RECORDS SUPPLIED below:

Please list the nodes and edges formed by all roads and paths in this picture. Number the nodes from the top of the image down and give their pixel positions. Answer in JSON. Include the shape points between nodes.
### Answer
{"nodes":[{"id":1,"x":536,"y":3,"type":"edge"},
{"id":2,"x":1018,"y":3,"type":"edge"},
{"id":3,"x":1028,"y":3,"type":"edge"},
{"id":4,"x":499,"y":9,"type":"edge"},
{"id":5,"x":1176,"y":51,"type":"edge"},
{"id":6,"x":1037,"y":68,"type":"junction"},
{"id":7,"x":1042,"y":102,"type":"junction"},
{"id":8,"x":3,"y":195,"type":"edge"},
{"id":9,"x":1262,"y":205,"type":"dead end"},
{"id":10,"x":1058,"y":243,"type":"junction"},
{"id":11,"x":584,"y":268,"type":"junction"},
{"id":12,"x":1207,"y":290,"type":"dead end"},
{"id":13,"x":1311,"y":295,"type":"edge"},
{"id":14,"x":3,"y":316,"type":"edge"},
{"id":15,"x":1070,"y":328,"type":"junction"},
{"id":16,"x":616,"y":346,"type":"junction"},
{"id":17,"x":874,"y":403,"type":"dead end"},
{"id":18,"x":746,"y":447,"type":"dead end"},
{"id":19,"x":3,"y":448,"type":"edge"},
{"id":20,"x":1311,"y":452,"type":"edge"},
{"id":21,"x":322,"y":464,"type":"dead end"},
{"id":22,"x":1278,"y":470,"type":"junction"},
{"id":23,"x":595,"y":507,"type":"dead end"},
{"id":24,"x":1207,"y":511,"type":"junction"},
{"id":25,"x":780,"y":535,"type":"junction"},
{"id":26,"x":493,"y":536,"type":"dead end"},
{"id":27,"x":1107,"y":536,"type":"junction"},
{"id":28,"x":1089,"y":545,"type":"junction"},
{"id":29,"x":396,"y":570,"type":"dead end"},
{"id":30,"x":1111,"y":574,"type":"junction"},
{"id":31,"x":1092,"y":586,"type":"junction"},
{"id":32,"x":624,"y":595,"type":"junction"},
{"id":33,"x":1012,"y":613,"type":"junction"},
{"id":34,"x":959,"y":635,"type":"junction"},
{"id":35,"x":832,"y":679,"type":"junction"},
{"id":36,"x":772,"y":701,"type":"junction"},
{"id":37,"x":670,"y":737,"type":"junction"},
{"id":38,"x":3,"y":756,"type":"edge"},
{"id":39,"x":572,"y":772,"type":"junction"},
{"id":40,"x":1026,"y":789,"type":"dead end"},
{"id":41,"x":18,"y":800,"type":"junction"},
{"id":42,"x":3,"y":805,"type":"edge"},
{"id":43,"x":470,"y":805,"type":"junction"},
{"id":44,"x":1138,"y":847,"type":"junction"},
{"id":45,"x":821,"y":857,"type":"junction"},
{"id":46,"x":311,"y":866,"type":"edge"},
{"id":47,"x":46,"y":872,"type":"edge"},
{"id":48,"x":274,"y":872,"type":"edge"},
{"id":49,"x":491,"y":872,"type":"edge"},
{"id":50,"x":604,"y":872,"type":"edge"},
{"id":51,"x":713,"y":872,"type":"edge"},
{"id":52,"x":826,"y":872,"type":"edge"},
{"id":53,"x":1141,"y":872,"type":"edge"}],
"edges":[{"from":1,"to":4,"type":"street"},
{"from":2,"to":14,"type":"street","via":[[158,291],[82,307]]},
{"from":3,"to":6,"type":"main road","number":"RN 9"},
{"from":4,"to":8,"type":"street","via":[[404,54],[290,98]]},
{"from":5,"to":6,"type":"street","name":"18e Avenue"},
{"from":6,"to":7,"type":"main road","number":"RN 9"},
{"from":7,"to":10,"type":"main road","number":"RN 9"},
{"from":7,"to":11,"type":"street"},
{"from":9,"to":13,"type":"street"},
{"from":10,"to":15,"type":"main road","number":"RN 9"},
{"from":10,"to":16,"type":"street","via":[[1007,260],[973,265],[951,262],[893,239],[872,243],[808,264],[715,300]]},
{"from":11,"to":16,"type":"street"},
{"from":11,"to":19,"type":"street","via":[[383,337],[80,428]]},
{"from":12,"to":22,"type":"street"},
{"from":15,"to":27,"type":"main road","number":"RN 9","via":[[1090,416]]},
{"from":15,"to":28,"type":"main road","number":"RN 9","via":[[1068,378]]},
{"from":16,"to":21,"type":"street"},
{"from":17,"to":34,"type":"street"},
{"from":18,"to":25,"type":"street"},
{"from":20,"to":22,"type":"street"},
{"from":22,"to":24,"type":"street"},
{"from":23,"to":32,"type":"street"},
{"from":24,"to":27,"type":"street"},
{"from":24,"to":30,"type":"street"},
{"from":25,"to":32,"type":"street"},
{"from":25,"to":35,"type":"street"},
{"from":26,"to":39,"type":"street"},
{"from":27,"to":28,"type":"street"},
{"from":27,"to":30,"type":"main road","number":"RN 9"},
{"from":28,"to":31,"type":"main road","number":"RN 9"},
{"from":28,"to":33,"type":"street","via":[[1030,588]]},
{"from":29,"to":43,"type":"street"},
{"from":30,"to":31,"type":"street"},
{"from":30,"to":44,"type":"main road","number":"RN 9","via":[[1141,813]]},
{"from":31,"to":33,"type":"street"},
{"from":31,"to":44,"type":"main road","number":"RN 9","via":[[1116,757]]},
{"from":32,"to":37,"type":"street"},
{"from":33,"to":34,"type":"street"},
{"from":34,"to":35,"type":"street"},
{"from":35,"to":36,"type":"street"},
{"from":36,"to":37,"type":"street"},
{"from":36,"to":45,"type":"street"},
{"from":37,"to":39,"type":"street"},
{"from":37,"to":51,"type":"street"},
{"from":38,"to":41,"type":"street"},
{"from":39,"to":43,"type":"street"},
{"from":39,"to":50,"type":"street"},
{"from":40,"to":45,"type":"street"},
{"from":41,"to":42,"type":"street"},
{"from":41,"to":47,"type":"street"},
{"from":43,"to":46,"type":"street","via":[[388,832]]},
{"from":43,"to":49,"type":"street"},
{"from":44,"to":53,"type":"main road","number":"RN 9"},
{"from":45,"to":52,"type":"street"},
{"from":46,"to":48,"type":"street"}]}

End of RECORDS SUPPLIED.

Copy every line from the records that holds the string "edges".

## EXERCISE ANSWER
Please list the nodes and edges formed by all roads and paths in this picture. Number the nodes from the top of the image down and give their pixel positions. Answer in JSON. Include the shape points between nodes.
"edges":[{"from":1,"to":4,"type":"street"},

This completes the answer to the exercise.